- WORK REQUIRED: Reproduce the whole listing, keeping each word unchanged.

- RECORDS FOR THE TASK:
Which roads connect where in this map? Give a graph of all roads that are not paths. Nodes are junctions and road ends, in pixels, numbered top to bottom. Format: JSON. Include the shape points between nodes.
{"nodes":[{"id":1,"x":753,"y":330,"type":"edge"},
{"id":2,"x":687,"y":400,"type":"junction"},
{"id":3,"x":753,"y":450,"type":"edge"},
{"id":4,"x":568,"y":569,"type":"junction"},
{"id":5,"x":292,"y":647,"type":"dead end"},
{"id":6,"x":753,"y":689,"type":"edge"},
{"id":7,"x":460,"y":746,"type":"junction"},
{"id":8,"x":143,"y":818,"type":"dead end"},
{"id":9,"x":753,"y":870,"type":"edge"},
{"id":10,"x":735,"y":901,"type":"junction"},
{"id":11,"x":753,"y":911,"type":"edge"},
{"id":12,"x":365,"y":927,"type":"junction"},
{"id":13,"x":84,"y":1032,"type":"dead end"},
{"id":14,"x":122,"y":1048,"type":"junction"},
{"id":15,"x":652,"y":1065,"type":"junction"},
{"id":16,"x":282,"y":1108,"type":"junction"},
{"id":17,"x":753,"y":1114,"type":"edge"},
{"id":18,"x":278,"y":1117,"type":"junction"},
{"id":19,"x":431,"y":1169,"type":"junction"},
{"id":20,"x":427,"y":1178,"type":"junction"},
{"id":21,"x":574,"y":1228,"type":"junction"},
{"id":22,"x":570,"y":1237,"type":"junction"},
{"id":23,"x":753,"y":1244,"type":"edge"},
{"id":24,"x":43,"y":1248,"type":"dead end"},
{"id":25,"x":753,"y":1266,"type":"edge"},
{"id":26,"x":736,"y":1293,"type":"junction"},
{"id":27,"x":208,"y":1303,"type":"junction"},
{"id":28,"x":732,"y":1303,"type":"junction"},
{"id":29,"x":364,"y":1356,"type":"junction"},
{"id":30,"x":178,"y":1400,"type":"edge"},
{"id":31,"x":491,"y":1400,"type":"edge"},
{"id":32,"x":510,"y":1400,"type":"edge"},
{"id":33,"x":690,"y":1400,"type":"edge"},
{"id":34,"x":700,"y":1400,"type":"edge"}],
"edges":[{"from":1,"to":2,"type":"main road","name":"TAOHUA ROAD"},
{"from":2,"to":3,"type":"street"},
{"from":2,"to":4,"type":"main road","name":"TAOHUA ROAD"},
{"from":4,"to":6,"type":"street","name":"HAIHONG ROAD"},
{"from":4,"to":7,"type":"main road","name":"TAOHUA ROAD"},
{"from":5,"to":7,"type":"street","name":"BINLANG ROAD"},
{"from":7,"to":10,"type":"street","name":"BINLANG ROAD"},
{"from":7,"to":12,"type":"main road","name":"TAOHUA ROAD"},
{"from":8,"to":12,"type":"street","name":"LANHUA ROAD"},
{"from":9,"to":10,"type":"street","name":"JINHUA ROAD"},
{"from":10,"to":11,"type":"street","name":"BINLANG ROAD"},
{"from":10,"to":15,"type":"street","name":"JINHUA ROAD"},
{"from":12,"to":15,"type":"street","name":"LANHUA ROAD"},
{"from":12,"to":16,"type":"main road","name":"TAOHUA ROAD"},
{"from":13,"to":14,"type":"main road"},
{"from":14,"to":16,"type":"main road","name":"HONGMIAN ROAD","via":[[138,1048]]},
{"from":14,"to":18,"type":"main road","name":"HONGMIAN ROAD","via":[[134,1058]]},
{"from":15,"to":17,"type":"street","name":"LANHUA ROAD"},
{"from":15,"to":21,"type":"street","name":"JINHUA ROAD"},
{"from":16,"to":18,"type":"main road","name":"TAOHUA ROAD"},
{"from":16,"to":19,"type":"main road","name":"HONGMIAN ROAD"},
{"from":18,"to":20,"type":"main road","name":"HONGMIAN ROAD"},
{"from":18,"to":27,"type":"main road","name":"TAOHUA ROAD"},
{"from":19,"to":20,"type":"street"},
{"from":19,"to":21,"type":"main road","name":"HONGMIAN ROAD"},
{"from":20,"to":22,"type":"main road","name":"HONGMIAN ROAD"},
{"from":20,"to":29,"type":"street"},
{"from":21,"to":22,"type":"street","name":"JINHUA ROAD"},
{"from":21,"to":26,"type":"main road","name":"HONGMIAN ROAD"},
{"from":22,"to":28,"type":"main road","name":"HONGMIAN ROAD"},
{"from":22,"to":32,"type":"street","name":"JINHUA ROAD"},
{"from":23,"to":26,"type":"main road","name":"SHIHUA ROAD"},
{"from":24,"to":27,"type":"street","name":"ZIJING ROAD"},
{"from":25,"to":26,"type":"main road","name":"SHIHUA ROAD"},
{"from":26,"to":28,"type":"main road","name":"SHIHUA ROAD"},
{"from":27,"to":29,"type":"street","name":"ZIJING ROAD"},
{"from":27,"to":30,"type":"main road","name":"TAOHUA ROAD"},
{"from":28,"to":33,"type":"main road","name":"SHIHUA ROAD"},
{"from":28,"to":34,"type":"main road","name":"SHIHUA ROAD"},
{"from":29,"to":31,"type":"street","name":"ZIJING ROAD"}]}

- SOLUTION TO THE EXERCISE:
Which roads connect where in this map? Give a graph of all roads that are not paths. Nodes are junctions and road ends, in pixels, numbered top to bottom. Format: JSON. Include the shape points between nodes.
{"nodes":[{"id":1,"x":753,"y":330,"type":"edge"},
{"id":2,"x":687,"y":400,"type":"junction"},
{"id":3,"x":753,"y":450,"type":"edge"},
{"id":4,"x":568,"y":569,"type":"junction"},
{"id":5,"x":292,"y":647,"type":"dead end"},
{"id":6,"x":753,"y":689,"type":"edge"},
{"id":7,"x":460,"y":746,"type":"junction"},
{"id":8,"x":143,"y":818,"type":"dead end"},
{"id":9,"x":753,"y":870,"type":"edge"},
{"id":10,"x":735,"y":901,"type":"junction"},
{"id":11,"x":753,"y":911,"type":"edge"},
{"id":12,"x":365,"y":927,"type":"junction"},
{"id":13,"x":84,"y":1032,"type":"dead end"},
{"id":14,"x":122,"y":1048,"type":"junction"},
{"id":15,"x":652,"y":1065,"type":"junction"},
{"id":16,"x":282,"y":1108,"type":"junction"},
{"id":17,"x":753,"y":1114,"type":"edge"},
{"id":18,"x":278,"y":1117,"type":"junction"},
{"id":19,"x":431,"y":1169,"type":"junction"},
{"id":20,"x":427,"y":1178,"type":"junction"},
{"id":21,"x":574,"y":1228,"type":"junction"},
{"id":22,"x":570,"y":1237,"type":"junction"},
{"id":23,"x":753,"y":1244,"type":"edge"},
{"id":24,"x":43,"y":1248,"type":"dead end"},
{"id":25,"x":753,"y":1266,"type":"edge"},
{"id":26,"x":736,"y":1293,"type":"junction"},
{"id":27,"x":208,"y":1303,"type":"junction"},
{"id":28,"x":732,"y":1303,"type":"junction"},
{"id":29,"x":364,"y":1356,"type":"junction"},
{"id":30,"x":178,"y":1400,"type":"edge"},
{"id":31,"x":491,"y":1400,"type":"edge"},
{"id":32,"x":510,"y":1400,"type":"edge"},
{"id":33,"x":690,"y":1400,"type":"edge"},
{"id":34,"x":700,"y":1400,"type":"edge"}],
"edges":[{"from":1,"to":2,"type":"main road","name":"TAOHUA ROAD"},
{"from":2,"to":3,"type":"street"},
{"from":2,"to":4,"type":"main road","name":"TAOHUA ROAD"},
{"from":4,"to":6,"type":"street","name":"HAIHONG ROAD"},
{"from":4,"to":7,"type":"main road","name":"TAOHUA ROAD"},
{"from":5,"to":7,"type":"street","name":"BINLANG ROAD"},
{"from":7,"to":10,"type":"street","name":"BINLANG ROAD"},
{"from":7,"to":12,"type":"main road","name":"TAOHUA ROAD"},
{"from":8,"to":12,"type":"street","name":"LANHUA ROAD"},
{"from":9,"to":10,"type":"street","name":"JINHUA ROAD"},
{"from":10,"to":11,"type":"street","name":"BINLANG ROAD"},
{"from":10,"to":15,"type":"street","name":"JINHUA ROAD"},
{"from":12,"to":15,"type":"street","name":"LANHUA ROAD"},
{"from":12,"to":16,"type":"main road","name":"TAOHUA ROAD"},
{"from":13,"to":14,"type":"main road"},
{"from":14,"to":16,"type":"main road","name":"HONGMIAN ROAD","via":[[138,1048]]},
{"from":14,"to":18,"type":"main road","name":"HONGMIAN ROAD","via":[[134,1058]]},
{"from":15,"to":17,"type":"street","name":"LANHUA ROAD"},
{"from":15,"to":21,"type":"street","name":"JINHUA ROAD"},
{"from":16,"to":18,"type":"main road","name":"TAOHUA ROAD"},
{"from":16,"to":19,"type":"main road","name":"HONGMIAN ROAD"},
{"from":18,"to":20,"type":"main road","name":"HONGMIAN ROAD"},
{"from":18,"to":27,"type":"main road","name":"TAOHUA ROAD"},
{"from":19,"to":20,"type":"street"},
{"from":19,"to":21,"type":"main road","name":"HONGMIAN ROAD"},
{"from":20,"to":22,"type":"main road","name":"HONGMIAN ROAD"},
{"from":20,"to":29,"type":"street"},
{"from":21,"to":22,"type":"street","name":"JINHUA ROAD"},
{"from":21,"to":26,"type":"main road","name":"HONGMIAN ROAD"},
{"from":22,"to":28,"type":"main road","name":"HONGMIAN ROAD"},
{"from":22,"to":32,"type":"street","name":"JINHUA ROAD"},
{"from":23,"to":26,"type":"main road","name":"SHIHUA ROAD"},
{"from":24,"to":27,"type":"street","name":"ZIJING ROAD"},
{"from":25,"to":26,"type":"main road","name":"SHIHUA ROAD"},
{"from":26,"to":28,"type":"main road","name":"SHIHUA ROAD"},
{"from":27,"to":29,"type":"street","name":"ZIJING ROAD"},
{"from":27,"to":30,"type":"main road","name":"TAOHUA ROAD"},
{"from":28,"to":33,"type":"main road","name":"SHIHUA ROAD"},
{"from":28,"to":34,"type":"main road","name":"SHIHUA ROAD"},
{"from":29,"to":31,"type":"street","name":"ZIJING ROAD"}]}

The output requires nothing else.